### TASK PROMPT
Can you find the lines of the listing that include "ring" and copy every one?

### INPUT MATERIAL

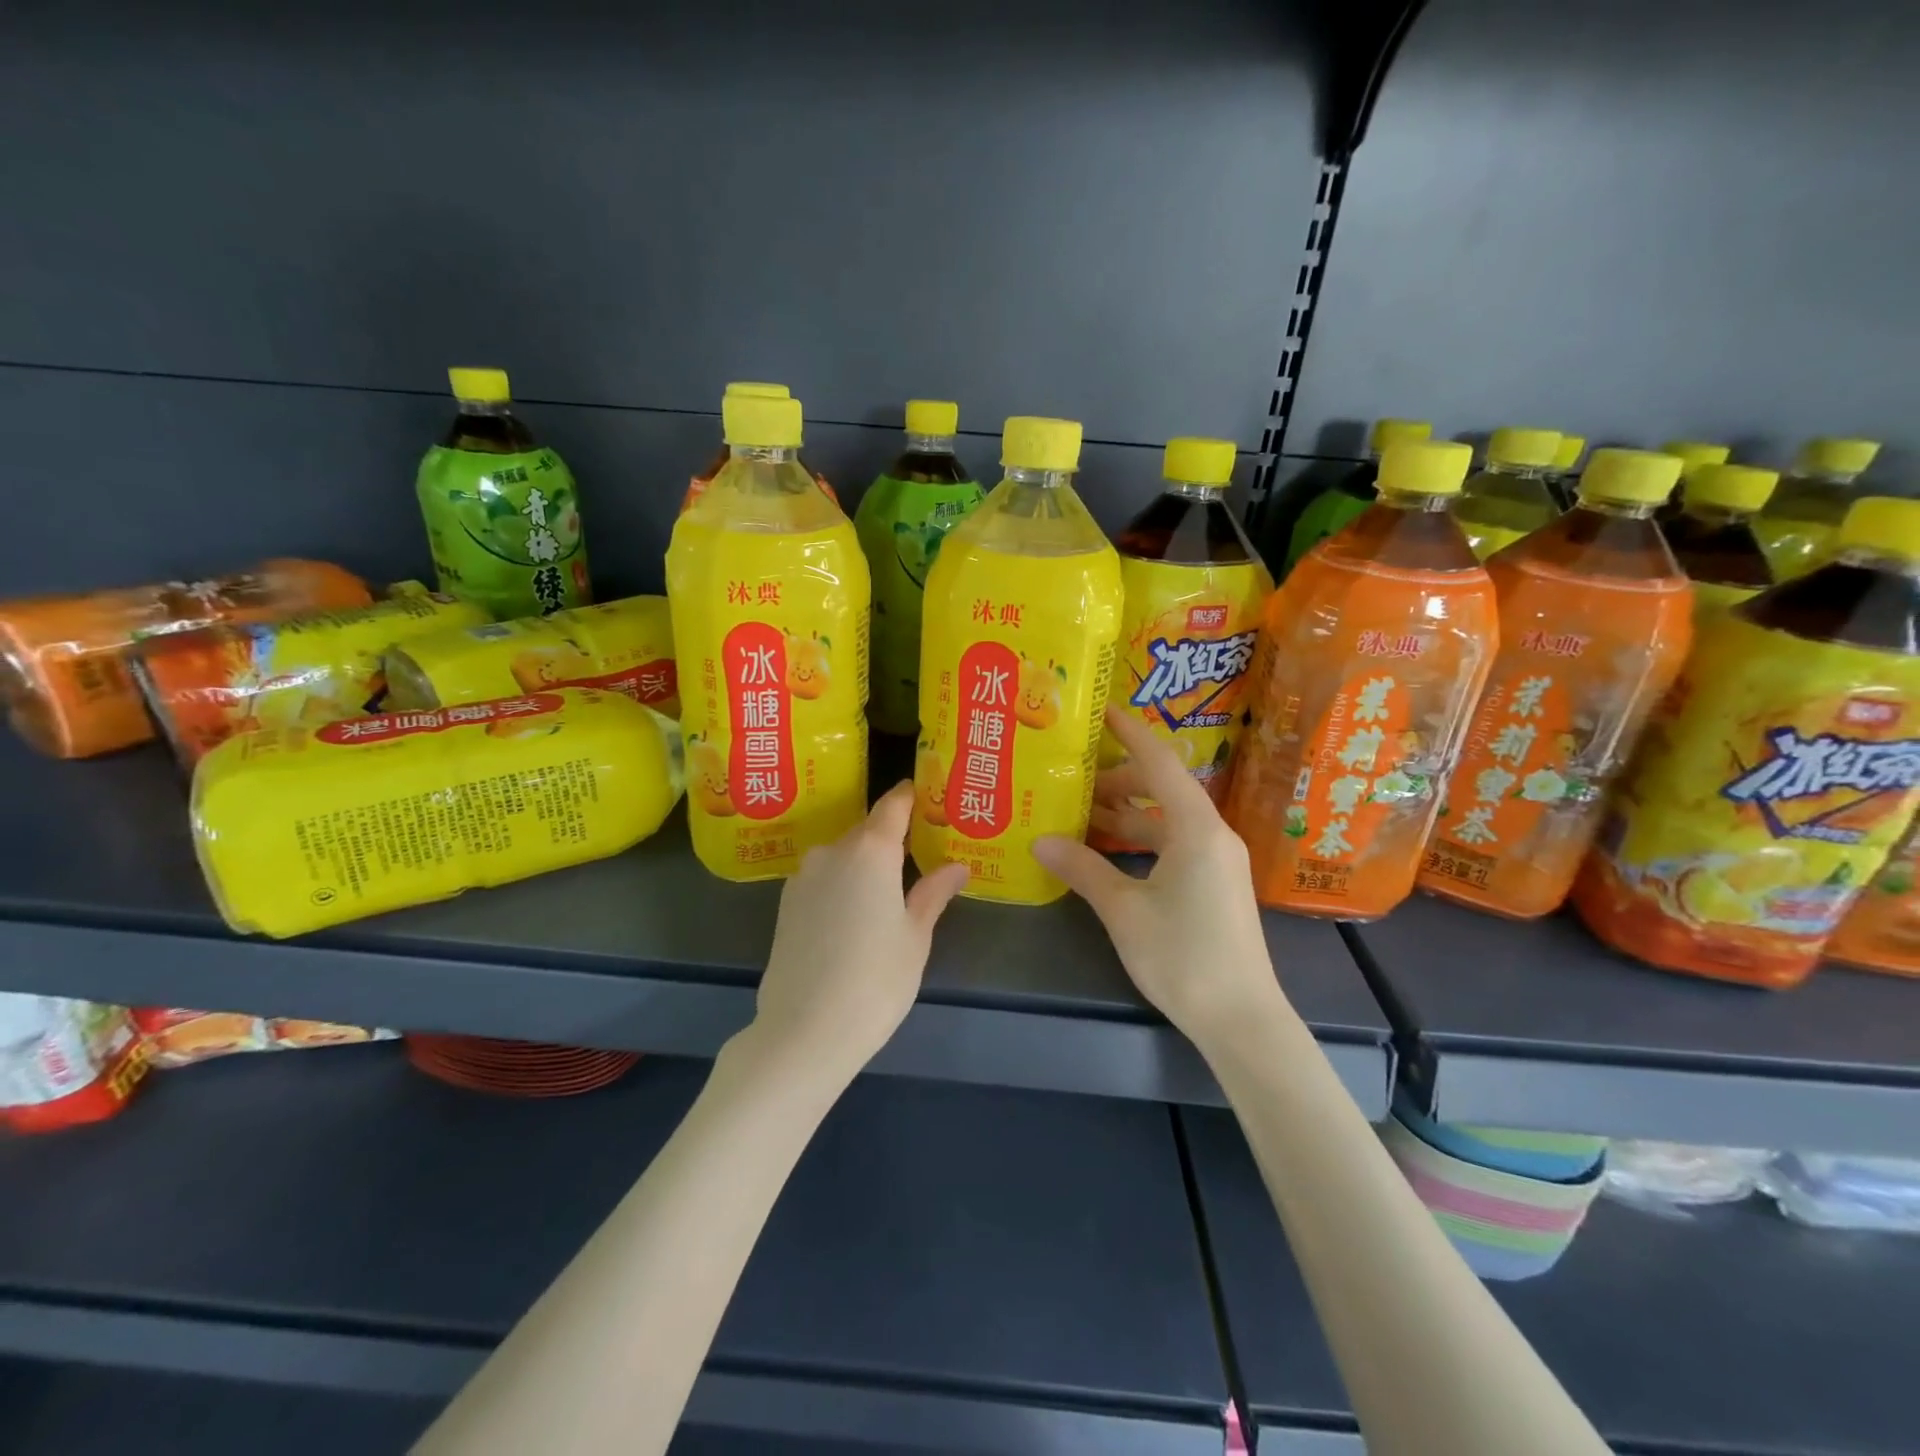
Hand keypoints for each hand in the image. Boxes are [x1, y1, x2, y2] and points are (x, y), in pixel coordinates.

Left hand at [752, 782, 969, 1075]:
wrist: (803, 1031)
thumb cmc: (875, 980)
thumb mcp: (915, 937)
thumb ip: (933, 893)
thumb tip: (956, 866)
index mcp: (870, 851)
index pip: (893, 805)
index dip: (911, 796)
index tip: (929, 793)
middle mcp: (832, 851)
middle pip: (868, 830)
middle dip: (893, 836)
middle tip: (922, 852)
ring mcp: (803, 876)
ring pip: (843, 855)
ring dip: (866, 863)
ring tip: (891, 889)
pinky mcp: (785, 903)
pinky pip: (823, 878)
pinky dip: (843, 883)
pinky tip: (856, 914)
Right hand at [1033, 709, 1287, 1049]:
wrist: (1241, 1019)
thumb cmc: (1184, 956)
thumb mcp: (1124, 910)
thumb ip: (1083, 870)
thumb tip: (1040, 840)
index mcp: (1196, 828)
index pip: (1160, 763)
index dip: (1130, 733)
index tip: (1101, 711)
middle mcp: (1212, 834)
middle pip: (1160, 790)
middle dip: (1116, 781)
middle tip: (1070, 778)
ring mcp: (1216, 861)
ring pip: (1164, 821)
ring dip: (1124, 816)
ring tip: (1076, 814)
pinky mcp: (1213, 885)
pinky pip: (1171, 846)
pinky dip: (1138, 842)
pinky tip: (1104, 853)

---

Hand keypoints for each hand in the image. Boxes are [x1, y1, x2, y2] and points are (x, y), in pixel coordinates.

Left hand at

### WRITTEN ANSWER
ring mcp: (803, 876)
ring pip: (843, 855)
ring dip: (866, 863)
ring tip: (891, 889)
ring mcp: (1216, 861)
ring pip: (1164, 821)
ring dip: (1124, 816)
ring tip: (1076, 814)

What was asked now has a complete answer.